Here's the code the HLA compiler emits:
L3_nostk__hla_ proc near32
mov eax, dword ptr [esp+16] ;/* par1 */
mov ecx, dword ptr [esp+12] ;/* para2 */
mov edx, dword ptr [esp+8] ;/* para3 */
mov ebx, dword ptr [esp+4] ;/* para4 */
ret 16
xL3_nostk__hla___hla_:
L3_nostk__hla_ endp
If you really need to use the stdcall calling sequence with HLA without building a stack frame, you can use equates, just as you do with MASM, e.g.,
procedure nostk2( _par1:dword; _para2:dword; _para3:dword; _para4:dword );
@nodisplay;
@noframe;
const
par1 :text := "(type dword [esp+4])";
para2 :text := "(type dword [esp+8])";
para3 :text := "(type dword [esp+12])";
para4 :text := "(type dword [esp+16])";
begin nostk2;
mov( par1, eax );
mov( para2, ecx );
mov( para3, edx );
mov( para4, ebx );
ret( _parms_ );
end nostk2;
-- Output from HLA compiler:
L4_nostk2__hla_ proc near32
mov eax, dword ptr [esp+4] ;/* (type dword [esp+4]) */
mov ecx, dword ptr [esp+8] ;/* (type dword [esp+8]) */
mov edx, dword ptr [esp+12] ;/* (type dword [esp+12]) */
mov ebx, dword ptr [esp+16] ;/* (type dword [esp+16]) */
ret 16
xL4_nostk2__hla___hla_:
L4_nostk2__hla_ endp
Further notes on the stack
For one that seriously did mess around with the stack, he/she will realise that somehow windows will mysteriously terminate the program or perhaps having a weird GPF(general protection fault), all these depending on the variants of Windows.
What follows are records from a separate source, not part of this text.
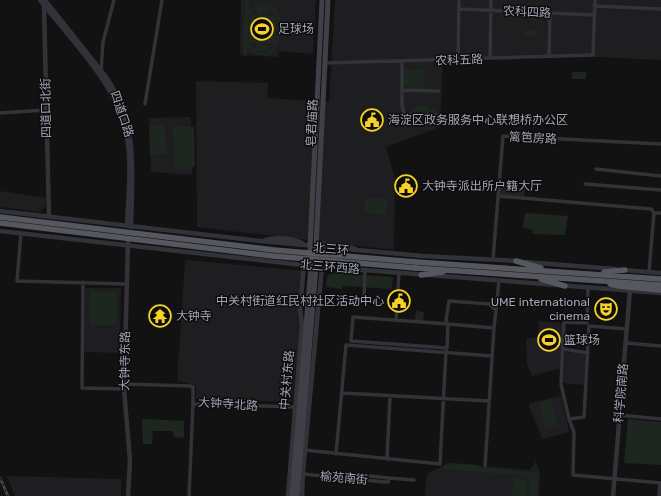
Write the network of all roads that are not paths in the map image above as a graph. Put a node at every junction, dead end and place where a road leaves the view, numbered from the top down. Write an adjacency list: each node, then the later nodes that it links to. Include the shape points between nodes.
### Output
1 (40, 0): 9 (street, 四道口路)
2 (114, 0): 21 (street, via 103,42)
3 (162, 0): 24 (street)
4 (322, 0): 48 (main road, 皂君庙路)
5 (328, 0): 20 (main road, 皂君庙路)
6 (459, 0): 11 (street)
7 (491, 0): 13 (street)
8 (595, 0): 10 (street)
9 (44, 2): 21 (street, 四道口路); 25 (street, 四道口北街); 41 (street, 四道口路, via 99,74 117,105 128,146)
10 (594, 6): 12 (street); 15 (street)
11 (459, 9): 13 (street, 农科四路); 18 (street)
12 (661, 9)
13 (490, 10): 14 (street, 农科四路); 17 (street)
14 (550, 13): 15 (street, 农科四路); 16 (street)
15 (594, 15): 16 (street, 农科五路, via 593,55)
16 (549, 56): 17 (street, 农科五路)
17 (490, 58): 18 (street, 农科五路)
18 (458, 60): 19 (street, 农科五路)
19 (402, 62): 20 (street, 农科五路); 22 (street)
20 (325, 63): 46 (main road, 皂君庙路)
21 (101, 70): 41 (street, 四道口路, via 119,100 131,142 133,158)
22 (402, 90): 23 (street); 27 (street, via 404,114)
23 (439, 91)
24 (145, 104)
25 (46, 110): 26 (street); 38 (street, 四道口北街)
26 (0, 113)
27 (436, 115)
28 (661, 144): 33 (street, 篱笆房路, via 503,136)
29 (596, 169): 30 (street)
30 (661, 176)
31 (585, 184): 32 (street)
32 (661, 190)
33 (498, 196): 35 (street, via 651,209); 55 (street, 篱笆房路)
34 (0, 211): 38 (street)
35 (654, 213): 36 (street); 66 (street)
36 (661, 213)
37 (0, 217): 58 (highway, 北三环, bridge)
38 (49, 217): 39 (street)
39 (92, 222): 41 (street); 45 (street)
40 (0, 223): 58 (highway, 北三环, bridge, via 273,256)
41 (129, 226): 43 (street); 47 (street, 大钟寺东路)
42 (0, 230): 44 (street, 北三环西路)
43 (164, 230): 48 (street, 北三环西路, via 261,241 271,238 299,240); 49 (street)
44 (21, 233): 45 (street, 北三环西路); 74 (street, via 17,281)
45 (89, 240): 47 (street, 北三环西路)
46 (316, 244): 48 (street, 北三环西路); 50 (street, 北三环西路); 51 (street, via 348,246); 53 (main road, 皂君庙路)
47 (128, 245): 49 (street, 北三环西路); 75 (street, 大钟寺东路)
48 (308, 246): 52 (street, 中关村东路); 53 (main road, 皂君庙路)
49 (162, 249): 57 (street, 北三环西路)
50 (340, 249): 51 (street, 北三环西路); 54 (street)
51 (358, 250): 55 (street, 北三环西路)
52 (305, 256): 53 (street); 57 (street, 中关村东路)
53 (313, 256): 54 (street); 59 (main road)
54 (339, 259): 61 (street)
55 (493, 259): 56 (street, 北三环西路)
56 (516, 261): 64 (street, 北三环西路); 65 (highway)
57 (304, 265): 59 (street, 北三环西路); 100 (street, 中关村东路)
58 (416, 265): 63 (highway, 北三环); 65 (highway, 北三环)
59 (314, 266): 60 (street, 北三环西路); 100 (main road, 中关村东路); 104 (main road, 中关村东路)
60 (322, 267): 61 (street, 北三环西路); 104 (street, 中关村东路)
61 (338, 268): 62 (street, 北三环西路)
62 (365, 270): 67 (street, 北三环西路); 81 (street)
63 (455, 270): 69 (highway); 70 (highway, 北三环)
64 (625, 270): 66 (street, 北三环西路); 71 (highway)
65 (553, 271): 71 (highway, 北三环)
66 (649, 272): 68 (street, 北三环西路)
67 (398, 273): 69 (street, 北三环西路); 83 (street)
68 (661, 273)
69 (421, 275): 73 (street, 北三环西路)
70 (531, 276): 71 (highway, 北三环); 77 (highway)
71 (590, 277): 72 (highway, 北三环); 76 (highway, 北三环); 80 (highway, via 619,286)
72 (661, 279)
73 (499, 281): 77 (street, 北三环西路); 82 (street)
74 (82, 282): 75 (street); 94 (street, via 82,388)
75 (126, 284): 94 (street, 大钟寺东路)
76 (661, 285)
77 (565, 286): 79 (street, 北三环西路)
78 (588, 290): 85 (street)
79 (630, 290): 80 (street, 北三环西路); 87 (street, 科学院南路)
80 (661, 291)
81 (364, 297)
82 (496, 308): 84 (street, via 490,304 449,301 446,321); 86 (street)
83 (396, 320): 84 (street); 84 (street, via 353,317 351,341 447,348)
84 (448, 324): 86 (street)
85 (588, 325): 87 (street); 90 (street, via 564,322); 92 (street)
86 (494, 328): 93 (street)
87 (627, 329): 88 (street, 科学院南路)
88 (626, 343): 89 (street); 101 (street, 科学院南路)
89 (661, 346)
90 (563, 349): 92 (street); 102 (street, via 561,384)
91 (446, 351): 93 (street); 95 (street, via 346,345); 97 (street)
92 (588, 353): 102 (street, via 584,417)
93 (492, 356): 98 (street)
94 (124, 387): 99 (street, 大钟寺北路, via 190,386 193,387); 114 (street, 大钟寺东路, via 130,460)
95 (342, 393): 96 (street); 105 (street)
96 (390, 396): 97 (street); 106 (street)
97 (443, 399): 98 (street); 106 (street, via 440,464)
98 (489, 401): 107 (street)
99 (194, 404): 100 (street, 大钟寺北路); 115 (street)
100 (297, 407): 116 (street, 中关村东路); 117 (main road, 中关村东路)
101 (620, 415): 103 (street); 112 (street, 科学院南路)
102 (569, 419): 112 (street, via 574,432 573,475)
103 (661, 419)
104 (303, 450): 105 (street); 108 (street, 中关村东路); 118 (main road, 中关村东路)
105 (336, 454): 106 (street)
106 (386, 459)
107 (485, 466)
108 (303, 474): 110 (street, 榆苑南街); 119 (street, 中关村东路)
109 (388, 478): 110 (street, 榆苑南街, via 388,482); 110 (street, via 360,475); 111 (street)
110 (360, 480)
111 (414, 480)
112 (614, 480): 113 (street); 120 (street, 科学院南路)
113 (661, 483): 121 (street)
114 (128, 496)
115 (189, 496)
116 (288, 496)
117 (292, 496)
118 (297, 496)
119 (302, 496)
120 (612, 496)
121 (659, 496)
So what is the limiting fact, one would ask. Let me tell you, the stack is bounded by 2 things, namely the lower stack boundary and the upper stack boundary. The lower stack boundary is located at fs:[8] and the upper stack boundary at fs:[4]. fs:[4] and fs:[8] will make sure that when you enter some part of the kernel(that checks ESP against fs:[4] and fs:[8]) the OS won't kill your program.
For example
mov dword ptr fs:[4], ffffffffh mov dword ptr fs:[8], 0The above example allows the stack to be located on any memory location as long as the memory is committed and accessible. In short you can create your stack. I would strongly suggest that the values in fs:[4] and fs:[8] is restored on the exit of you program. It is only a few instruction and hopefully it does ensure compatibility across the different OS.